Profit Motive And The Whispering Wind (2007)
John Gianvito
English
John Gianvito’s Profit Motive and the Whispering Wind (2007) is prefaced by a quote by Utah Philips (but attributed to a certain Claire Spark Loeb): “The long memory is the most radical idea in America”. Inspired by Howard Zinn’s A People’s History of the United States, Gianvito’s film is an attempt to chart the history of the country through gravestones, individual memorials and geo-historical markers. Unlike Zinn, however, Gianvito doesn’t have the descriptive advantage of the written text. His is, notwithstanding the texts we encounter within these images, a visual project in which history ‘materializes’ itself in the signatures of the visible.

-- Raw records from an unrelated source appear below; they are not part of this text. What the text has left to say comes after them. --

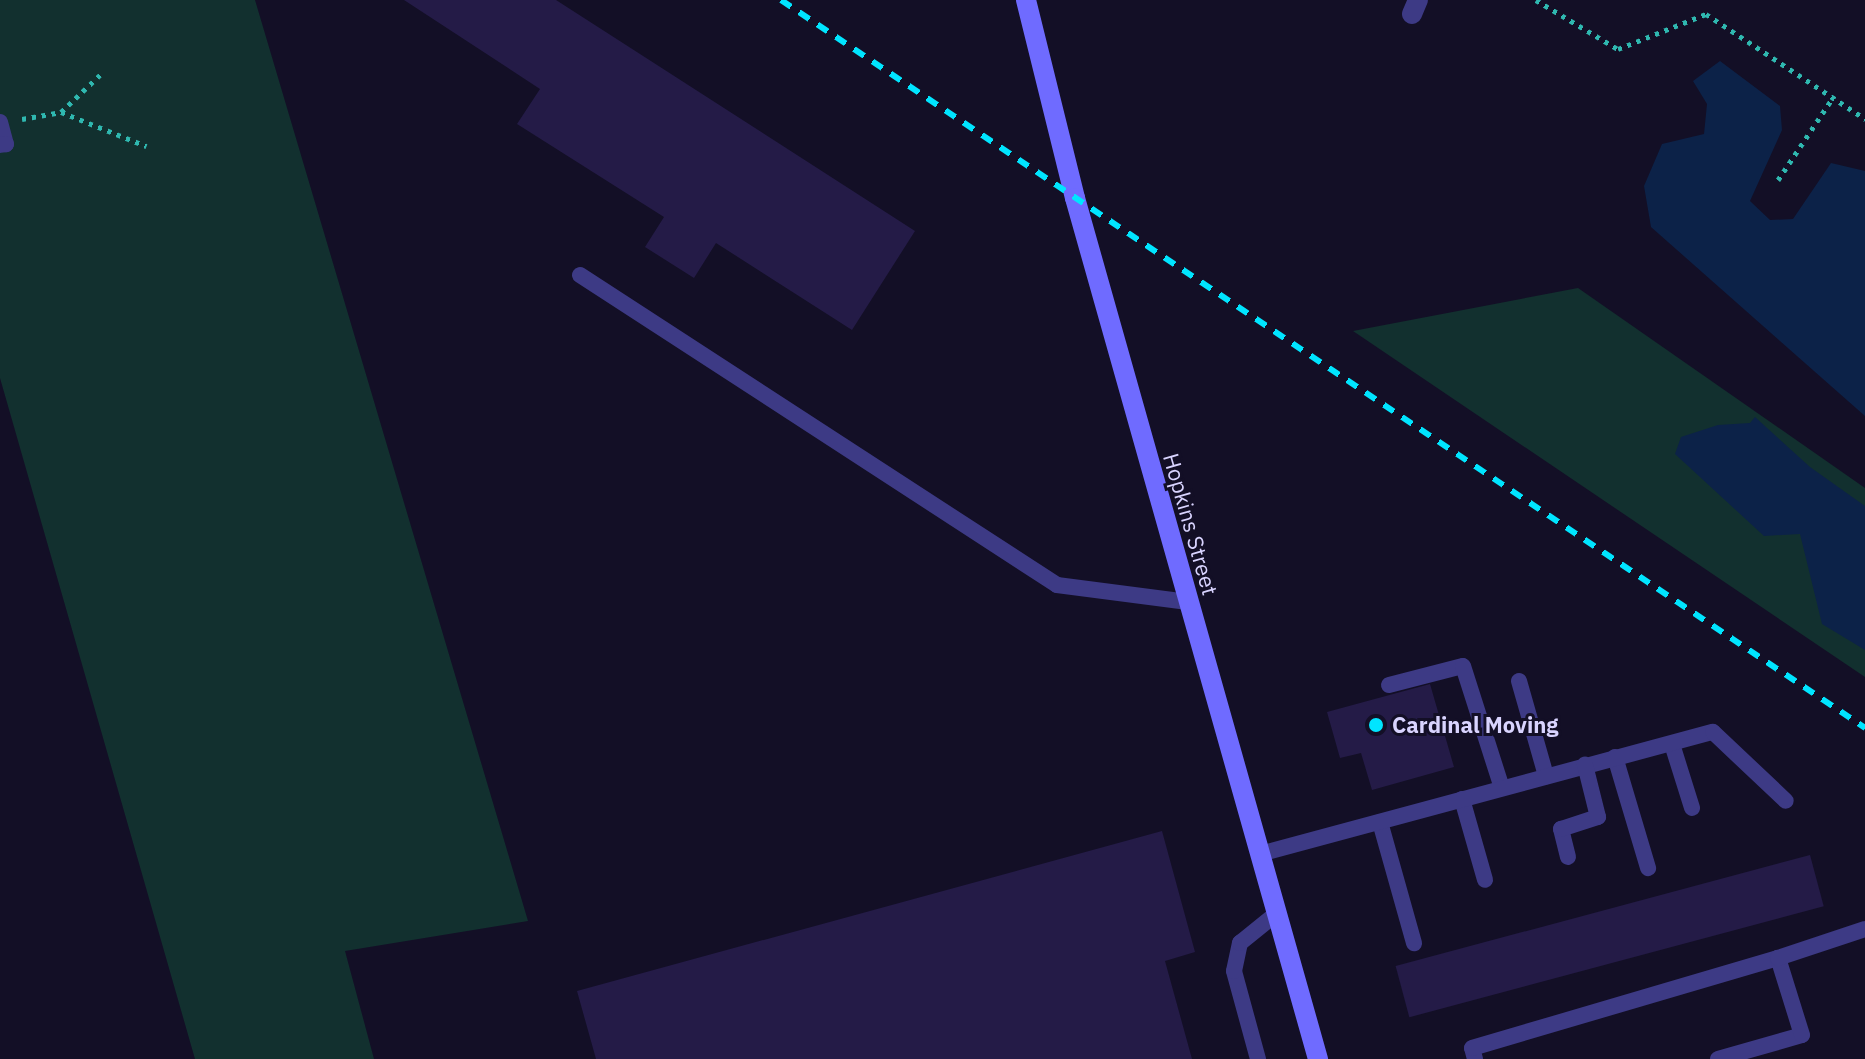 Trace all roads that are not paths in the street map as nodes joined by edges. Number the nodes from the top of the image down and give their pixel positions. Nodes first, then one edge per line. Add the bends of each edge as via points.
1 (1026, 0) edge
2 (0, 123) edge
3 (0, 145) edge
4 (580, 275) dead end
5 (1188, 602) junction
6 (1519, 681) dead end
7 (1389, 685) dead end
8 (1672, 744) junction
9 (1615, 757) junction
10 (1585, 765) junction
11 (1546, 776) junction
12 (1502, 788) junction
13 (1462, 799) junction
14 (1786, 801) dead end
15 (1692, 808) dead end
16 (1380, 822) junction
17 (1260, 854) junction
18 (1568, 857) dead end
19 (1648, 868) dead end
20 (1485, 880) dead end
21 (1277, 913) junction
22 (1865, 929) edge
23 (1414, 943) dead end
24 (1778, 958) junction
25 (1258, 1059) edge
26 (1318, 1059) edge
27 (1475, 1059) edge
28 (1718, 1059) edge

1 - 5 main road, Hopkins Street
2 - 3 lane via 6,144
4 - 5 lane via 1057,585
5 - 17 main road, Hopkins Street
6 - 11 lane
7 - 12 lane via 1463,666
8 - 9 lane
8 - 14 lane via 1713,732
8 - 15 lane
9 - 10 lane
9 - 19 lane
10 - 11 lane
10 - 18 lane via 1598,817 1561,829
11 - 12 lane
12 - 13 lane
13 - 16 lane
13 - 20 lane
16 - 17 lane
16 - 23 lane
17 - 21 main road, Hopkins Street
21 - 25 lane via 1240,943 1234,971
21 - 26 main road, Hopkins Street
22 - 24 lane
24 - 27 lane via 1472,1048
24 - 28 lane via 1802,1035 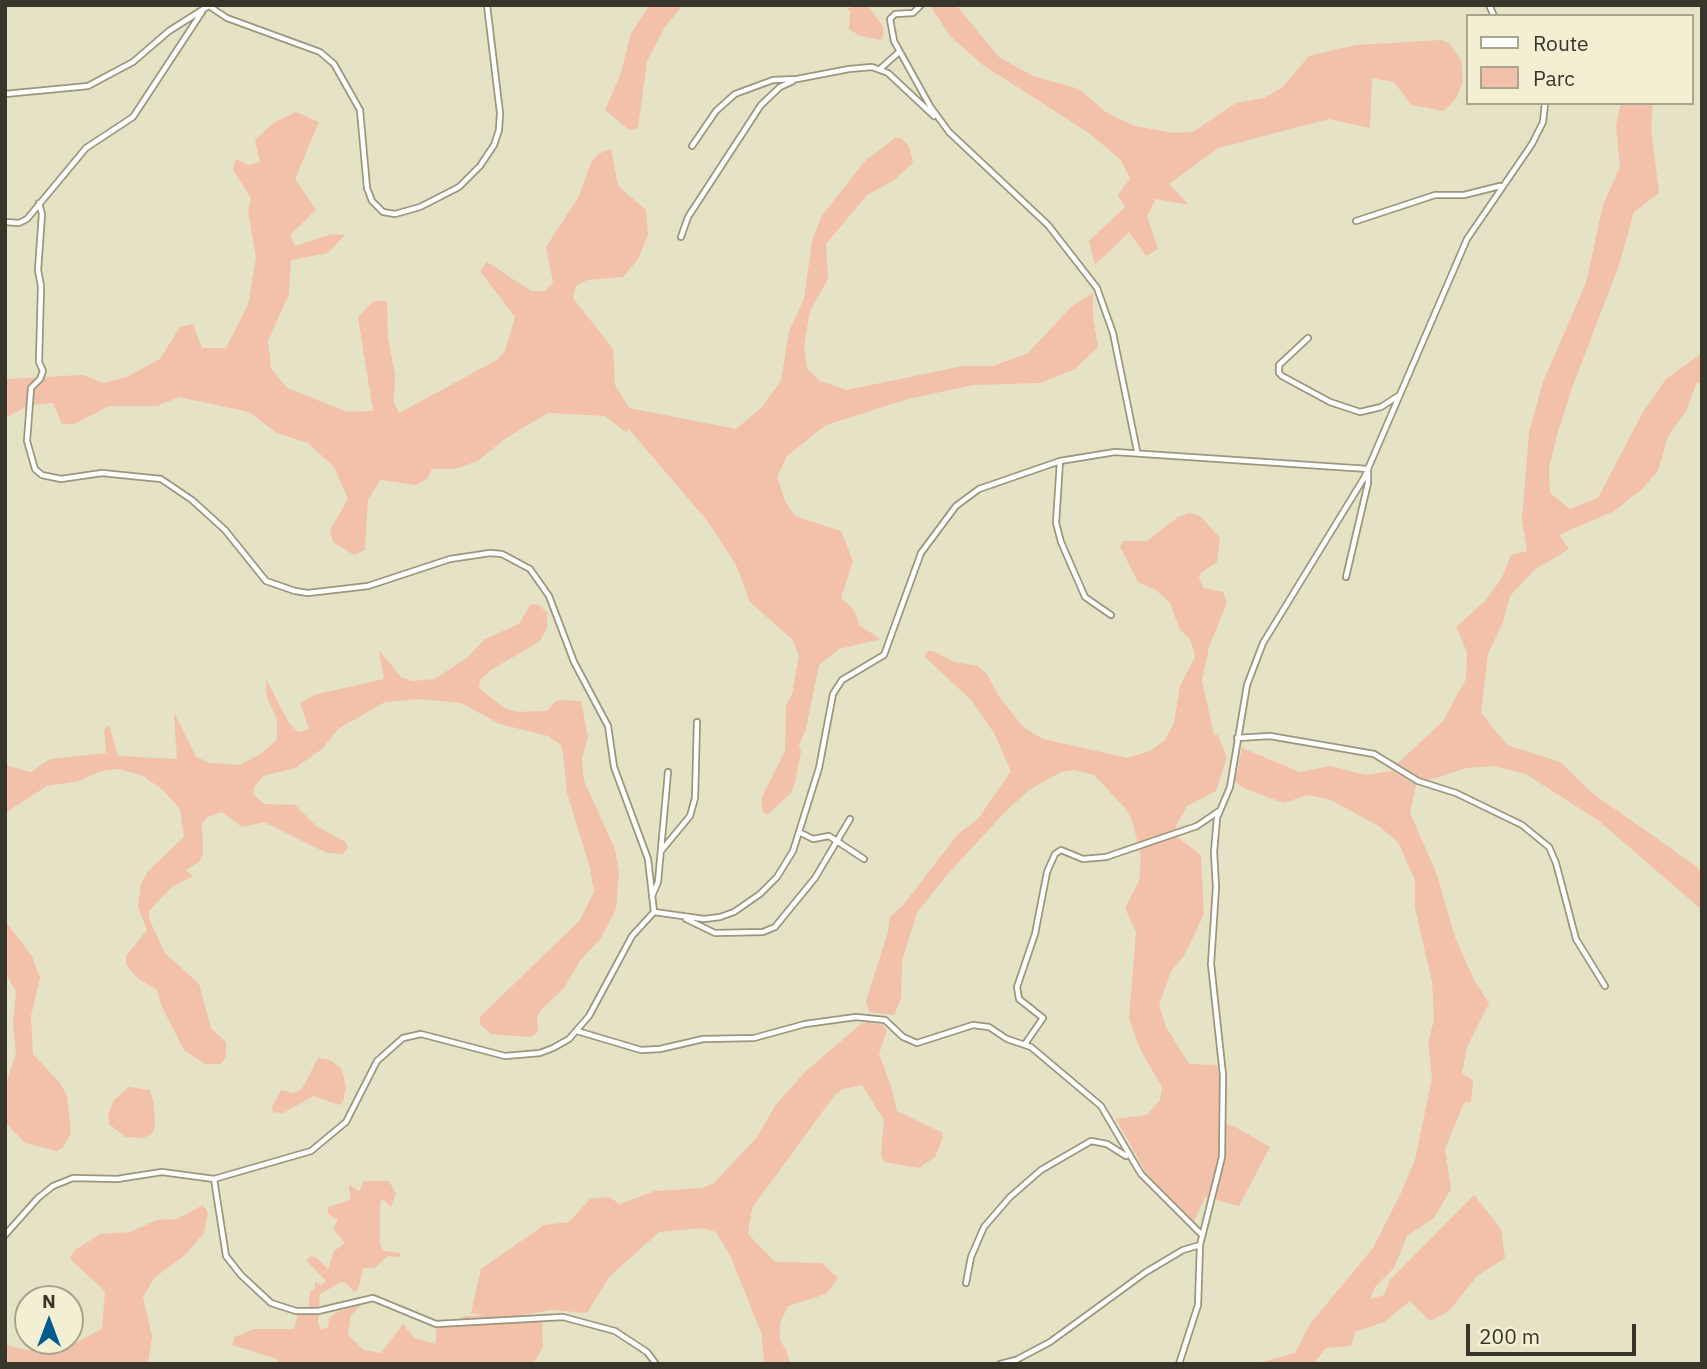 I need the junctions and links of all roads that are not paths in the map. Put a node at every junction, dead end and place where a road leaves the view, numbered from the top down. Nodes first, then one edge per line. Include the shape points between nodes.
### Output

For Gianvito, this history, too, is a history of class struggles. Starting from the early Native American movements, through slave insurrections and worker uprisings of the industrial era, to the Civil Rights Movement and current-day social protests, the film, like Zinn’s book, sets the framework for a historiography of America based solely on – organized but not necessarily politicized – people’s movements. Profit Motive brings to mind essay films such as Landscape Suicide (1986), Robinson In Ruins (2010) and, more recently, differently, Molussia (2012) in the way it probes for the strains of a troubled past on a sedate visible present. Presenting indicators of modern life – highways and cars – right next to site markers detailing strikes and revolts that took place centuries ago, the film hints at a causality and reflects on how history continually affects and shapes the here and the now. The Whispering Wind of the title, which resembles a tribal Indian name, on the other hand, derives from the numerous shots of wind-ridden countryside, forests and grasslands that punctuate the film. (They remind one of D. W. Griffith’s comment about filming the wind in the trees.) These winds become something of connecting tissues between the shots of the monuments and have a mythic quality to them, as though they are immortal, invisible balladeers channeling history from one time and place to another.